→ **YOUR INSTRUCTIONS**
Could you restate the data word for word?

→ **Stored data**
┄┄┄┄┄┄

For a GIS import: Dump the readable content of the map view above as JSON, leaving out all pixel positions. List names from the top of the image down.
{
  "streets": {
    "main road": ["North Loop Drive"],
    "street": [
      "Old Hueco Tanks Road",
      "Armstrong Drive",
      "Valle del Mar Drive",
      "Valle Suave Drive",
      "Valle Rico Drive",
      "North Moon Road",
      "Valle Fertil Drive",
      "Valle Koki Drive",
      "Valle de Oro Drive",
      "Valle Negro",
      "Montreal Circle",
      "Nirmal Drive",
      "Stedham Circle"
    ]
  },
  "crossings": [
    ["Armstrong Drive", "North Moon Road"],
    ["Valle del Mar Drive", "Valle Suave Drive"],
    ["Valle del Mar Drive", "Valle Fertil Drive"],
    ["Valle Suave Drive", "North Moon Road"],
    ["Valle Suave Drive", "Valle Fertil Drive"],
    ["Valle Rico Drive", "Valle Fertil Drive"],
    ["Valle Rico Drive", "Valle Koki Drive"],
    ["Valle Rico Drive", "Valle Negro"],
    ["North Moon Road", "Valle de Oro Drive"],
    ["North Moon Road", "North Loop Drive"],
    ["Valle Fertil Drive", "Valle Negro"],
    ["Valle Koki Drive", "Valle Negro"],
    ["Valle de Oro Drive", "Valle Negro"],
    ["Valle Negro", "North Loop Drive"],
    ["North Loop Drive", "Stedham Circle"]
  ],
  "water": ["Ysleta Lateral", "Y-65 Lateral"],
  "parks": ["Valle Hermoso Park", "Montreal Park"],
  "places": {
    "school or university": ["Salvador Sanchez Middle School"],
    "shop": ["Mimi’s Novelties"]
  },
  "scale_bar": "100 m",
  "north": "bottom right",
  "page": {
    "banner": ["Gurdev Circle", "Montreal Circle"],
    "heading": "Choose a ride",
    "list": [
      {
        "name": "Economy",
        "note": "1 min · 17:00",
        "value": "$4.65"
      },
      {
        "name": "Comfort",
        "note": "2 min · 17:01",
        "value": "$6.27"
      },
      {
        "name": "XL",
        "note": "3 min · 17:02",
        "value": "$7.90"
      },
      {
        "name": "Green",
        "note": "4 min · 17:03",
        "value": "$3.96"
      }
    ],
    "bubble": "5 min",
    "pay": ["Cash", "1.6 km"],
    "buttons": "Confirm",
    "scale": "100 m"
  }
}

┄┄┄┄┄┄

→ **FINAL ANSWER**
For a GIS import: Dump the readable content of the map view above as JSON, leaving out all pixel positions. List names from the top of the image down.
{
  "streets": {
    "main road": ["North Loop Drive"],
    "street": [
      "Old Hueco Tanks Road",
      "Armstrong Drive",
      "Valle del Mar Drive",
      "Valle Suave Drive",
      "Valle Rico Drive",
      "North Moon Road",
      "Valle Fertil Drive",
      "Valle Koki Drive",
      "Valle de Oro Drive",
      "Valle Negro",
      "Montreal Circle",
      "Nirmal Drive",
      "Stedham Circle"
    ]
  },
  "crossings": [
    ["Armstrong Drive", "North Moon Road"],
    ["Valle del Mar Drive", "Valle Suave Drive"],
    ["Valle del Mar Drive", "Valle Fertil Drive"],
    ["Valle Suave Drive", "North Moon Road"],
    ["Valle Suave Drive", "Valle Fertil Drive"],
    ["Valle Rico Drive", "Valle Fertil Drive"],
    ["Valle Rico Drive", "Valle Koki Drive"],
    ["Valle Rico Drive", "Valle Negro"],
    ["North Moon Road", "Valle de Oro Drive"],
    ["North Moon Road", "North Loop Drive"],
    ["Valle Fertil Drive", "Valle Negro"],
    ["Valle Koki Drive", "Valle Negro"],
    ["Valle de Oro Drive", "Valle Negro"],
    ["Valle Negro", "North Loop Drive"],
    ["North Loop Drive", "Stedham Circle"]
  ],
  "water": ["Ysleta Lateral", "Y-65 Lateral"],
  "parks": ["Valle Hermoso Park", "Montreal Park"],
  "places": {
    "school or university": ["Salvador Sanchez Middle School"],
    "shop": ["Mimi’s Novelties"]
  },
  "scale_bar": "100 m",
  "north": "bottom right",
  "page": {
    "banner": ["Gurdev Circle", "Montreal Circle"],
    "heading": "Choose a ride",
    "list": [
      {
        "name": "Economy",
        "note": "1 min · 17:00",
        "value": "$4.65"
      },
      {
        "name": "Comfort",
        "note": "2 min · 17:01",
        "value": "$6.27"
      },
      {
        "name": "XL",
        "note": "3 min · 17:02",
        "value": "$7.90"
      },
      {
        "name": "Green",
        "note": "4 min · 17:03",
        "value": "$3.96"
      }
    ],
    "bubble": "5 min",
    "pay": ["Cash", "1.6 km"],
    "buttons": "Confirm",
    "scale": "100 m"
  }
}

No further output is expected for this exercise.